Commentators and analysts have been quick to state that Assad’s days are numbered. That may be true. Facing international isolation of unprecedented scale and a growing protest movement at home that is determined to depose him, the ruler of Syria is in deep trouble. It may be only a matter of time before Assad falls, but we simply do not know how long it will take and how it will unfold.
External intervention and support for anti-government forces is undoubtedly the most important issue that separates the Libyan case from the Syrian one. Slaughtered by Qaddafi’s regime, Libyan protesters did not hesitate to ask for Western military intervention, which they ultimately got in the form of a NATO aerial campaign. Let’s be honest and clear, without NATO’s air strikes, the no-fly zone, and the sanctions against Qaddafi, the civil war in Libya would have dragged on even longer, and rebel victory would have been extremely difficult if not impossible to achieve.
The majority of the protesters in Syria do not want Western military intervention. Their position is both courageous and rational, but it is not without costs and risks.
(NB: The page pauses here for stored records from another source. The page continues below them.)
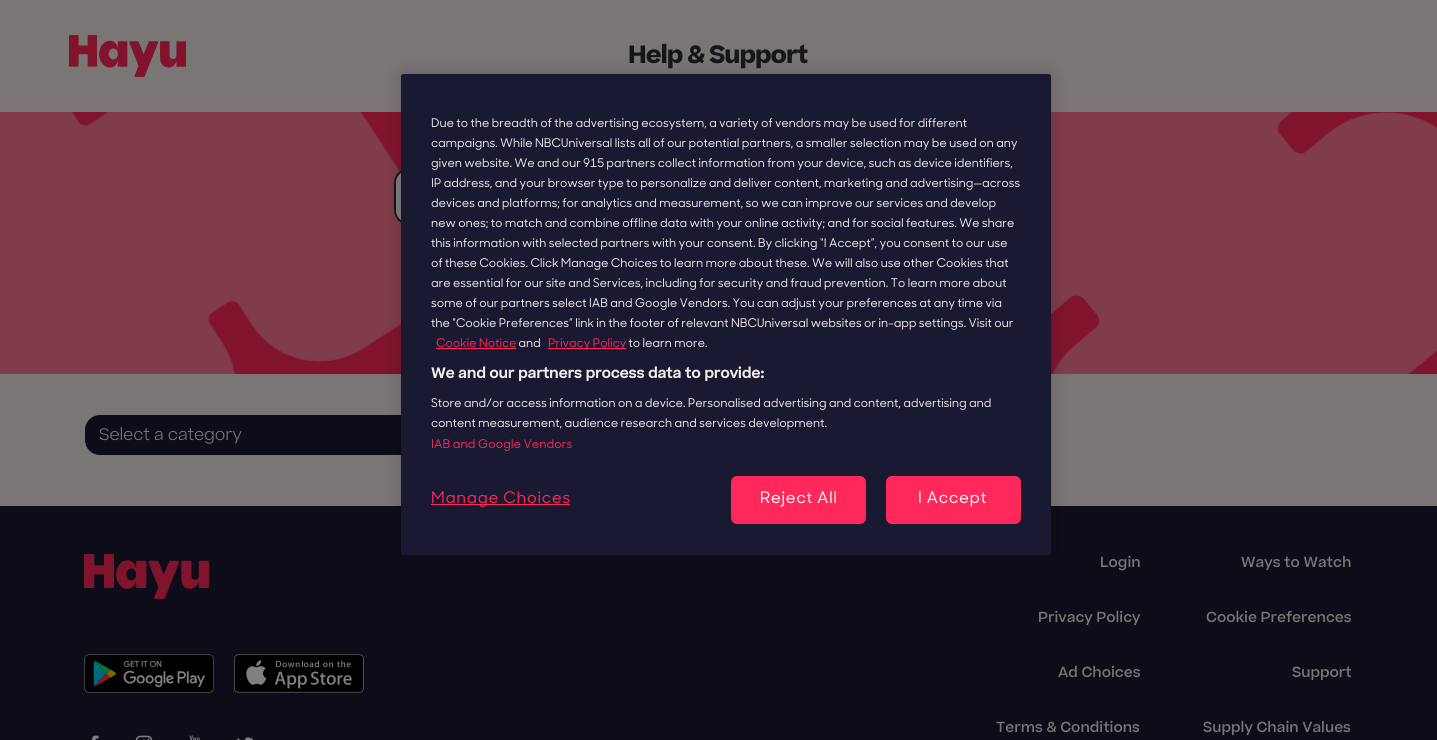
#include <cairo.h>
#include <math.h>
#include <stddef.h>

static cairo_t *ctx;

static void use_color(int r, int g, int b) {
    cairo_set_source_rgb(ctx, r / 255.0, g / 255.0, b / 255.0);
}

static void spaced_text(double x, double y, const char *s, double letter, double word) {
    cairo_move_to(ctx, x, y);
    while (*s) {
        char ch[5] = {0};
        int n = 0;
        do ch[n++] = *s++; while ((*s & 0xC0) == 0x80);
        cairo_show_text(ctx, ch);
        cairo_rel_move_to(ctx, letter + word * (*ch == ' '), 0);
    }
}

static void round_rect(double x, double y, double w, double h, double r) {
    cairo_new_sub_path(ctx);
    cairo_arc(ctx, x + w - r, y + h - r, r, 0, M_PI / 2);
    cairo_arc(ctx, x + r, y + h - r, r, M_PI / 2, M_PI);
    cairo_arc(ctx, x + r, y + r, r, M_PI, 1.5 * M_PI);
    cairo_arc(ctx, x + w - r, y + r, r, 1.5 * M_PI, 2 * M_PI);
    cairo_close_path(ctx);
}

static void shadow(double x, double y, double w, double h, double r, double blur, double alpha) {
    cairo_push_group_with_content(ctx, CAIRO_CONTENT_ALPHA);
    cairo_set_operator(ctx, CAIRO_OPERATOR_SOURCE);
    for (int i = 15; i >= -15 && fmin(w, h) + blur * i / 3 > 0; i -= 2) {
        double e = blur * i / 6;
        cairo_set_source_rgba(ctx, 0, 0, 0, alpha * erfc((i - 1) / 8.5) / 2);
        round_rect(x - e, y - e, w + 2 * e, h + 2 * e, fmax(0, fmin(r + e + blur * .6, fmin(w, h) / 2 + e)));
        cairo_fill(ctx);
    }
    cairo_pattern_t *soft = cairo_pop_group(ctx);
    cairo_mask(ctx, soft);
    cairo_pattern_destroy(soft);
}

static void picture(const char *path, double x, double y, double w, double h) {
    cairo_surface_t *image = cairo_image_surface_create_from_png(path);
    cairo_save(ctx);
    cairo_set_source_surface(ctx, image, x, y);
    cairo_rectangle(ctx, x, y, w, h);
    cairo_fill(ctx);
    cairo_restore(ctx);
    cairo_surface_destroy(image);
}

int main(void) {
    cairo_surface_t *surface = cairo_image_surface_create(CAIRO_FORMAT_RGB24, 1437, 740);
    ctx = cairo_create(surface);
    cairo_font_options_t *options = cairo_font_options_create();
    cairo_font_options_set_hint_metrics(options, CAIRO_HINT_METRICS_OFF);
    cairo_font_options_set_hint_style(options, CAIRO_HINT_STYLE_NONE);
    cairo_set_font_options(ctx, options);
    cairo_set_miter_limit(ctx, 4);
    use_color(123, 118, 118);
    cairo_paint(ctx);
    picture("img1.png", 69, 35, 117, 42);
    cairo_select_font_face(ctx, "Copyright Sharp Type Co", CAIRO_FONT_SLANT_NORMAL, CAIRO_FONT_WEIGHT_BOLD);
    cairo_set_font_size(ctx, 24);
    use_color(22, 21, 25);
    spaced_text(628, 63, "Help & Support", -1, 0);
    picture("img2.png", 0, 112, 1437, 262);
    round_rect(395, 169, 648, 55, 14);
    cairo_stroke(ctx);
    use_color(128, 128, 128);
    cairo_new_path(ctx);
    cairo_move_to(ctx, 409, 170);
    cairo_line_to(ctx, 1004, 170);
    cairo_line_to(ctx, 1004, 223);
    cairo_line_to(ctx, 409, 223);
    cairo_curve_to(ctx, 402, 223, 396, 217, 396, 210);
    cairo_line_to(ctx, 396, 183);
    cairo_curve_to(ctx, 396, 176, 402, 170, 409, 170);
    cairo_close_path(ctx);
    cairo_fill(ctx);
    use_color(13, 13, 25);
    round_rect(85, 415, 425, 40, 15);
    cairo_fill(ctx);
    cairo_select_font_face(ctx, "Copyright Sharp Type Co Light", CAIRO_FONT_SLANT_NORMAL, CAIRO_FONT_WEIGHT_NORMAL);
    cairo_set_font_size(ctx, 16);
    use_color(123, 118, 118);
    spaced_text(99, 440, "Select a category", -0.1, 0);
    use_color(13, 13, 25);
    cairo_rectangle(ctx, 0, 506, 1437, 234);
    cairo_fill(ctx);
    picture("img3.png", 84, 554, 125, 45);
    picture("img4.png", 84, 654, 130, 39);
    picture("img5.png", 234, 654, 130, 39);
    picture("img6.png", 92, 735, 7, 5);
    picture("img7.png", 135, 735, 18, 5);
    picture("img8.png", 189, 735, 11, 5);
    picture("img9.png", 237, 737, 17, 3);
    cairo_select_font_face(ctx, "Copyright Sharp Type Co Medium", CAIRO_FONT_SLANT_NORMAL, CAIRO_FONT_WEIGHT_NORMAL);
    cairo_set_font_size(ctx, 14);
    use_color(123, 118, 118);
    cairo_move_to(ctx, 1100, 567);
    cairo_show_text(ctx, "Login");
    cairo_move_to(ctx, 1038, 622);
    cairo_show_text(ctx, "Privacy Policy");
    cairo_move_to(ctx, 1058, 677);
    cairo_show_text(ctx, "Ad Choices");
    cairo_move_to(ctx, 996, 732);
    cairo_show_text(ctx, "Terms & Conditions");
    cairo_move_to(ctx, 1241, 567);
    cairo_show_text(ctx, "Ways to Watch");
    cairo_move_to(ctx, 1206, 622);
    cairo_show_text(ctx, "Cookie Preferences");
    cairo_move_to(ctx, 1292, 677);
    cairo_show_text(ctx, "Support");
    cairo_move_to(ctx, 1203, 732);
    cairo_show_text(ctx, "Supply Chain Values");
    use_color(0, 0, 0);
    shadow(401, 74, 650, 481, 2.5, 9, 0.2);
    use_color(25, 25, 50);
    round_rect(401, 74, 650, 481, 2.5);
    cairo_fill(ctx);
    picture("img10.png", 431, 118, 536, 12);
    picture("img11.png", 431, 138, 587, 12);
    picture("img12.png", 431, 158, 150, 12);
    picture("img13.png", 583, 158, 21, 10);
    picture("img14.png", 607, 158, 405, 12);
    picture("img15.png", 431, 178, 589, 12);
    picture("img16.png", 431, 198, 565, 12);
    picture("img17.png", 431, 218, 583, 12);
    picture("img18.png", 431, 238, 576, 12);
    picture("img19.png", 431, 258, 577, 12);
    picture("img20.png", 431, 278, 575, 12);
    picture("img21.png", 431, 298, 571, 12);
    picture("img22.png", 431, 318, 582, 12);
    picture("img23.png", 436, 338, 80, 10);
    use_color(255, 40, 90);
    cairo_rectangle(ctx, 436, 348, 80, 1);
    cairo_fill(ctx);
    picture("img24.png", 519, 338, 21, 10);
    cairo_rectangle(ctx, 548, 348, 78, 1);
    cairo_fill(ctx);
    picture("img25.png", 548, 338, 78, 12);
    picture("img26.png", 628, 338, 79, 10);
    cairo_select_font_face(ctx, "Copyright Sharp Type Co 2", CAIRO_FONT_SLANT_NORMAL, CAIRO_FONT_WEIGHT_BOLD);
    use_color(245, 235, 235);
    cairo_move_to(ctx, 431, 378);
    cairo_show_text(ctx, "We and our partners process data to provide:");
    picture("img27.png", 431, 398, 560, 12);
    picture("img28.png", 431, 418, 396, 12);
    picture("img29.png", 431, 439, 141, 12);
    use_color(255, 40, 90);
    cairo_rectangle(ctx, 431, 504, 139, 1);
    cairo_fill(ctx);
    picture("img30.png", 432, 491, 138, 16);
    round_rect(731, 476, 135, 48, 6);
    cairo_fill(ctx);
    picture("img31.png", 761, 491, 75, 16);
    round_rect(886, 476, 135, 48, 6);
    cairo_fill(ctx);
    picture("img32.png", 919, 491, 67, 16);
    cairo_surface_write_to_png(surface, "result.png");
    cairo_font_options_destroy(options);
    cairo_destroy(ctx);
    cairo_surface_destroy(surface);
    return 0;
}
With external military assistance (if the West sends arms or launches another NATO aerial campaign), they would be in a better position operationally to overthrow Assad, but their ability to govern their country in the future autonomously would be more limited (surely nothing is for free in international relations).
Without external military assistance, they are extremely vulnerable and at the mercy of Assad’s tanks and security forces, but if they pull his overthrow off, they will own their country’s future and put themselves in a position to better ward off future foreign meddling and interference. It is not an easy choice, but so far, the Syrian protesters have decided to go it alone, and one must understand and respect their remarkable position.
While the balance of forces currently tilts heavily in Assad’s favor, Qaddafi’s downfall might just be the necessary factor that will embolden the protesters and offer them a sizeable advantage. This is not naïve or farfetched. After all, it was the plight of Tunisian vendor Mohamed Bouazizi and the symbolism of his fate that sparked all the revolutions across the Middle East.
The images of the rebels in Libya liberating their country (as it seems they are close to doing) and chanting songs of freedom, like their Egyptian and Tunisian counterparts before them, will no doubt be another powerful inspiration and morale booster for the Syrian people.
Qaddafi’s departure will also make it possible for the international community to devote more attention and energy to Syria and come up with more creative and coordinated policies to assist the Syrian people, short of bombing Damascus or sending arms. That all eyes are currently on Assad is certainly bad news for the dictator.
Yet whatever the international community devises, the Syrian protest movement must do a better job organizing and convincing the world that it is more or less ready to take over once Assad falls. For that, the protesters need to create a truly united and inclusive political front (the National Council which the Syrian opposition formed today in Istanbul is a good first step, but it remains leaderless and still needs to come up with a tangible platform that goes beyond the demands for freedom and regime change).
Interviews with Arab intellectuals and ordinary citizens broadcast on satellite TV channels across the Arab world tell us that many Arabs believe that the rebels in Libya have made a mistake in asking for Western (“colonial”) military intervention. But the rebels' salvation is that they quickly came together and formed a transitional council, gaining world recognition and persuading major powers that the alternative to Qaddafi is indeed viable.
Right now, the West, and especially Syria’s neighbors, are concerned that Assad’s departure will lead to chaos and perhaps even sectarian, civil war that could spill over to other parts of the region.
Nobody and no amount of external assistance can help the Syrian protesters overcome their differences (as a Lebanese citizen, trust me on this one). But the sooner they speak with one voice, organize their ranks from within, and show the world that they are a mature and capable group able to turn Syria into a responsible democracy, the closer they will be to fulfilling their dream of toppling the Assad regime.
Their unity and organization are indeed more powerful than NATO’s bombs and more effective than the West’s sanctions. The lessons of Libya, Egypt, and Tunisia are clear: With unity comes historic opportunity.